Header Check - Postfix Hits on Date of Forwarded Message

I've been developing a series of filters to block spam from being accepted by my mail server. One of them is as follows in the file referenced by the header_checks parameter in my Postfix main.cf:

Code:
/^Date: .* 19[0-9][0-9]/ REJECT Please update your computer clock and try again.  SHC01
/^Date: .* 200[0-9]/     REJECT Please update your computer clock and try again.  SHC02


It basically looks at the date the system sending the message has set in the message. If it's before this year, the message is blocked and the person told to update his computer clock, then a rule number for my own use. This works great at blocking the spam messages that are sent with a date far in the past to make it appear at the top of your inbox. However, I have run into a problem.

One of my users called me and said he couldn't send a message. I looked at what he was doing and he was trying to forward a message that he received in mid-2009 to somebody else as an attachment. The mail server responded with the above message because the attached message has a date set before this year.
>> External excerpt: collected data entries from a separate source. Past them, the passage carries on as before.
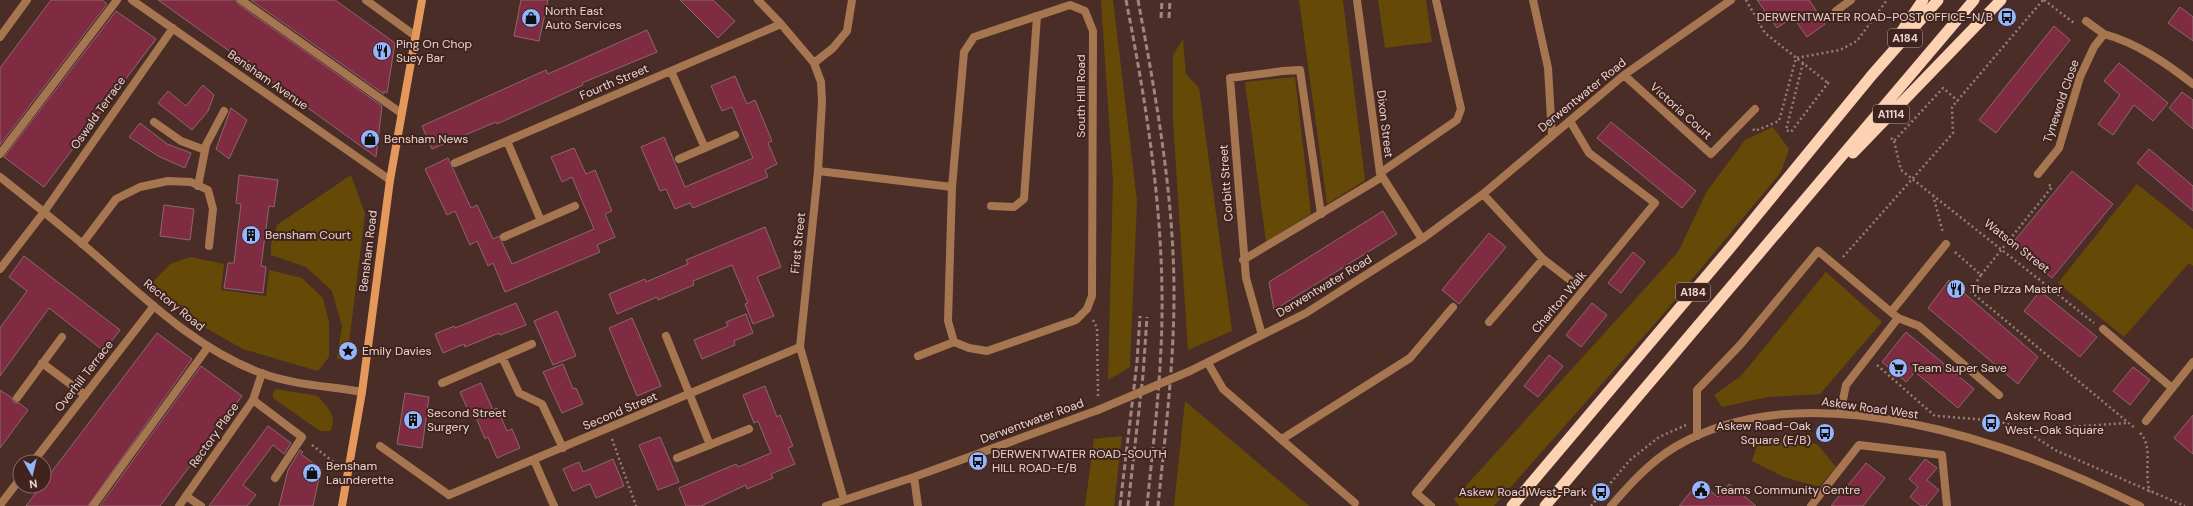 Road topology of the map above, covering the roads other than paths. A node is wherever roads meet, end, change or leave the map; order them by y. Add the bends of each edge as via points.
1 (28, 0) edge
2 (117, 0) edge
3 (132, 0) edge
4 (241, 0) edge
5 (366, 0) edge
6 (422, 0) edge
7 (758, 0) edge
8 (852, 0) edge
9 (1357, 0) edge
10 (1436, 0) edge
11 (1533, 0) edge
12 (1730, 0) edge
13 (1850, 0) edge
14 (1922, 0) edge
15 (1938, 0) edge
16 (1974, 0) edge
17 (2001, 0) edge
18 (1836, 11) dead end
19 (1037, 16) junction
20 (2086, 21) road end
21 (782, 24) junction
22 (173, 28) junction
23 (2104, 34) junction
24 (414, 35) junction
25 (0, 37) edge
26 (814, 63) junction
27 (671, 71) junction
28 (1624, 75) junction
29 (1872, 75) junction
30 (2193, 84) edge
31 (1755, 109) dead end
32 (224, 111) dead end
33 (401, 113) junction
34 (1570, 120) junction
35 (154, 122) dead end
36 (735, 135) dead end
37 (1552, 136) junction
38 (507, 141) junction
39 (705, 148) junction
40 (205, 150) junction
41 (0, 154) edge
42 (679, 159) dead end
43 (455, 163) dead end
44 (818, 171) junction
45 (2038, 174) road end
46 (1381, 175) junction
47 (0, 177) edge
48 (390, 180) junction
49 (198, 186) junction
50 (952, 187) junction
51 (1483, 194) junction
52 (575, 206) dead end
53 (991, 206) dead end
54 (44, 212) junction
55 (1321, 214) junction
56 (541, 221) junction
57 (1781, 227) junction
58 (504, 237) dead end
59 (1422, 239) junction
60 (82, 244) junction
61 (1946, 244) road end
62 (209, 246) dead end
63 (1543, 259) junction
64 (1243, 260) junction
65 (0, 269) edge
66 (1574, 283) dead end
67 (154, 306) junction
68 (1454, 307) dead end
69 (1891, 312) junction
70 (1898, 318) junction
71 (1489, 322) dead end
72 (2103, 329) road end
73 (666, 336) dead end
74 (1262, 336) junction
75 (62, 337) dead end
76 (954, 342) junction
77 (532, 344) dead end
78 (208, 347) junction
79 (800, 347) junction
80 (918, 356) dead end
81 (502, 357) junction
82 (2193, 362) edge
83 (42, 363) junction
84 (1208, 364) junction
85 (262, 373) junction
86 (442, 383) dead end
87 (2172, 388) junction
88 (362, 392) junction
89 (690, 394) junction
90 (85, 395) junction
91 (2000, 395) dead end
92 (17, 398) dead end
93 (253, 400) junction
94 (1840, 414) junction
95 (2146, 421) dead end
96 (749, 429) dead end
97 (1696, 436) junction
98 (1282, 439) junction
99 (710, 445) junction
100 (380, 446) dead end
101 (563, 448) junction
102 (39, 454) edge
103 (677, 458) dead end
104 (534, 460) junction
105 (914, 477) junction
106 (275, 478) dead end
107 (12, 489) edge
108 (186, 496) junction
109 (844, 500) junction
110 (1355, 503) dead end
111 (0, 505) edge
112 (93, 506) edge
113 (179, 506) edge
114 (201, 506) edge
115 (342, 506) edge
116 (554, 506) edge
117 (826, 506) edge
118 (918, 506) edge
119 (1431, 506) edge
120 (1512, 506) edge
121 (1545, 506) edge
122 (1611, 506) edge
123 (1811, 506) edge
124 (1947, 506) edge
125 (2140, 506) edge

1 - 25 street
2 - 41 street
3 - 22 street, Bensham Avenue
4 - 33 street
5 - 24 street
6 - 24 main road, Bensham Road
7 - 21 street, First Street
8 - 26 street via 847,31
9 - 46 street, Dixon Street
10 - 46 street via 1460,109 1457,120
11 - 37 street via 1548,68
12 - 28 street, Derwentwater Road
13 - 18 street
14 - 29 highway
15 - 29 highway, A184
16 - 57 highway, A184
17 - 57 highway, A1114
19 - 50 street, South Hill Road via 974,37 964,52
19 - 53 street via 1024,199 1014,207
19 - 76 street, South Hill Road via 1070,4 1085,11 1093,31 1092,296 1087,309 1076,320 986,351
20 - 23 street
21 - 26 street, First Street
21 - 27 street, Fourth Street
22 - 48 street, Bensham Avenue
22 - 54 street, Oswald Terrace
23 - 30 street via 2122,39 2168,64
23 - 45 street, Tynewold Close via 2094,47 2080,77 2059,148
24 - 33 main road, Bensham Road
26 - 44 street, First Street via 821,82 822,101
27 - 38 street, Fourth Street
27 - 39 street
28 - 31 street, Victoria Court via 1711,154
28 - 34 street, Derwentwater Road
29 - 120 highway, A184 via 1731,247
32 - 40 street
33 - 48 main road, Bensham Road
34 - 37 street, Derwentwater Road
34 - 119 street, Charlton Walk via 1589,153 1655,203 1416,493
35 - 40 street via 181,141
36 - 39 street
37 - 51 street, Derwentwater Road
38 - 43 street, Fourth Street
38 - 56 street
39 - 42 street
40 - 49 street
44 - 50 street
44 - 79 street, First Street
46 - 55 street
46 - 59 street, Dixon Street
47 - 54 street, Rectory Road
48 - 88 main road, Bensham Road
49 - 60 street via 191,182 168,181 140,186 116,199
49 - 62 street via 208,190 213,209
50 - 76 street, South Hill Road via 948,321
51 - 59 street, Derwentwater Road
51 - 63 street
52 - 56 street
54 - 60 street, Rectory Road
54 - 65 street, Oswald Terrace
55 - 64 street
55 - 64 street, Corbitt Street via 1300,70 1230,78
56 - 58 street
57 - 121 highway, A184
59 - 74 street, Derwentwater Road via 1306,313
60 - 67 street, Rectory Road
61 - 69 street
63 - 66 street
63 - 71 street
64 - 74 street, Corbitt Street
67 - 78 street, Rectory Road
67 - 90 street, Overhill Terrace
68 - 98 street via 1410,358
69 - 70 street
69 - 97 street via 1818,251 1741,344 1697,390
70 - 91 street via 1919,326
70 - 94 street via 1846,385
72 - 87 street
73 - 89 street
74 - 84 street, Derwentwater Road
75 - 83 street
76 - 80 street
77 - 81 street
78 - 85 street, Rectory Road via 232,361
78 - 112 street
79 - 89 street, Second Street
79 - 109 street, First Street
81 - 86 street
81 - 101 street via 519,393 542,404
82 - 87 street
83 - 90 street
83 - 92 street
84 - 98 street via 1223,389
84 - 105 street, Derwentwater Road, bridge via 1098,410
85 - 88 street, Rectory Road
85 - 93 street, Rectory Place
87 - 95 street
88 - 115 main road, Bensham Road
89 - 99 street
89 - 101 street, Second Street
90 - 102 street, Overhill Terrace
93 - 106 street via 302,437
93 - 108 street, Rectory Place
94 - 97 street, Askew Road West via 1790,413 1752,418 1726,424
94 - 125 street, Askew Road West via 1932,429 2008,450 2104,488
96 - 99 street
97 - 122 street, Askew Road West via 1653,462
98 - 110 street
99 - 103 street
100 - 104 street, Second Street via 450,495
101 - 104 street, Second Street
104 - 116 street
105 - 109 street, Derwentwater Road
105 - 118 street
107 - 111 street
108 - 113 street, Rectory Place
108 - 114 street
109 - 117 street, Derwentwater Road
123 - 124 street via 1860,445 1942,455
Any ideas of how I could prevent a situation like this from happening again? I just removed the second line (2000-2009) from my header check file as a temporary workaround for the problem, but would very much like to find something permanent that will allow me to block what I want while ignoring the date- & time-stamps on forwarded messages.
 
you can solve this by changing the sequence of the header checks.

postfix defaults
Code:
postconf -d | grep header_check
 header_checks =
 ...
 nested_header_checks = $header_checks

divide you check into two separate files
Code:
[FILE]# file main.cf[/FILE]
header_checks           = pcre:${config_directory}/header_checks.pcre
                          $nested_header_checks
nested_header_checks    = pcre:${config_directory}/nested_header_checks.pcre

Code:
[FILE]# file header_checks.pcre[/FILE]
/^Date: .* 19[0-9][0-9]/ REJECT Please update your computer clock and try again.  SHC01
/^Date: .* 200[0-9]/     REJECT Please update your computer clock and try again.  SHC02
Code:
[FILE]# file nested_header_checks.pcre[/FILE]
...
/^Return-Path:.*bulk.yahoo.com/     REJECT Yahoo list spam (h20090820)
...

This way you don't check the date in the attached mail (nested_header_check).
However If the mail is forwarded with all headers it is possible it contains a date from 200?.
Hint: I increment the date for the check mostly in the second quarter of the year to avoid a hit for the date check.
 
Dude, that is awesome! That accomplishes the exact thing I was hoping to. I never knew there was a separate check available for messages nested inside another before... :)

From the last line of your message, it sounds like you've done this before. Would you mind sharing some of your checks? (I can give you my e-mail address if you'd rather not publicly show spammers how to get around your checks.) I've just started building sets of regex's to block this crap.